President Trump Releases First Full Budget Proposal

Published June 12, 2017

President Donald Trump’s proposed budget for Fiscal Year 2018, which begins on October 1, would eliminate funding for 66 federal agencies or programs, including the Corporation for Public Broadcasting, National Endowment for the Arts, National Endowment for the Humanities, and the Green Climate Fund.

The proposed $4.1 trillion budget spends about the same as was spent in fiscal year 2017 and increases annual military spending by $52 billion while reducing discretionary domestic spending by about $26.7 billion.

The budget proposal also forecasts lowering tax rates will spur private economic growth by 3 percent per year.

Work-Oriented Reforms

Romina Boccia, deputy director of The Heritage Foundation’s Thomas A. Roe Institute for Economic Policy Studies, says Trump’s budget proposal is intended to help grow the economy.

“The primary purpose of this budget is to promote economic growth, but it comes as part of a combination of policies,” Boccia said. “The other purpose is encouraging people to go back to work through work requirements and welfare programs and by experimenting with different programs, perhaps a temporary, needs-based benefit for disability, to increase labor-force participation among those who have dropped out.”

‘Slim on Details,’ Cuts

The proposed budget’s spending cuts, Boccia says, are not enough to create a sustainable long-term federal budget.

“The president’s budget is slim on details, both on the tax side and on the policies that the president projects will lead to the economic feedback effects that are being used to balance the budget,” Boccia said. “Going forward, the president should warm up to more spending cuts and especially reforms in Medicare and Social Security, in order to achieve a fiscally credible budget that can bring about long-term, sustainable budget balance.”

Moderation on Infrastructure

On June 5, Trump held a ceremonial event in the White House’s East Room to celebrate a week of planned campaign events promoting proposed changes to federal infrastructure spending included in the larger budget proposal.

At the ceremony, Trump signed a “Statement of Principles” to be sent to Congress outlining his ideas for government infrastructure spending.

Ryan Bourne, the R. Evan Scharf Chair for the Public Understanding of Economics at the Cato Institute, says he’s relieved Trump’s infrastructure plans wouldn’t just fill potholes with taxpayer money.

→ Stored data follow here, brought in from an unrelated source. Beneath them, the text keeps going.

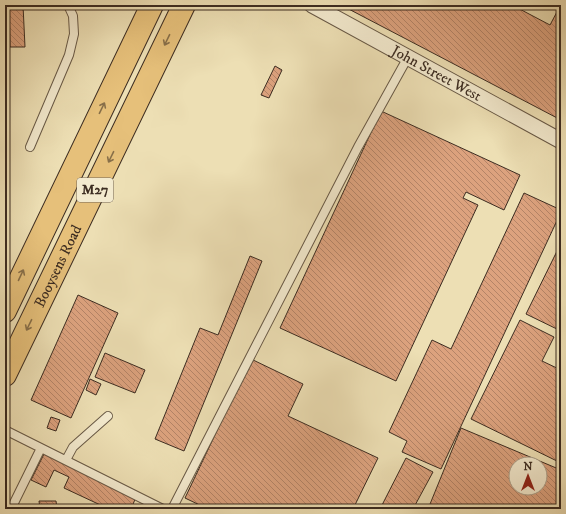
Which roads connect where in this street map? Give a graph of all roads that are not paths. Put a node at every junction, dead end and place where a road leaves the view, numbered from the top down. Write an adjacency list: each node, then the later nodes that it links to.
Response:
1 (68, 5): 7 (lane)
2 (152, 5): 8 (main road, Booysens Road / M27, one-way to 2)
3 (184, 5): 9 (main road, Booysens Road / M27, one-way to 9)
4 (312, 5): 5 (street, John Street West)
5 (408, 57): 6 (street, John Street West); 16 (lane)
6 (561, 141)
7 (30, 147)
8 (5, 310)
9 (5, 375)
10 (108, 416): 13 (lane)
11 (5, 430): 12 (lane)
12 (41, 448): 13 (lane); 14 (lane)
13 (66, 460): 15 (lane)
14 (11, 509)
15 (163, 509)
16 (172, 509)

“We were all kind of expecting a major push on federal infrastructure spending, and to a certain extent, Trump’s budget has allayed some of the fears of conservatives and libertarians that there’s going to be a huge splurge,” said Bourne. “It wasn’t the huge increase in federal infrastructure spending that perhaps many were expecting.”

Framing the Issue

Congress will have to work with Trump to fill in some of the details in the president’s road-spending plan, but the framework has been established, Bourne says.

“The budget did specifically outline that that money would be used to try to harness more private and state investment,” Bourne said. “We’re not entirely clear how that will work at the moment—what incentives that will use, whether it will be tax credits or direct federal spending, or whatever—but there has been provision in the budget for $200 billion to be set aside for infrastructure investment.”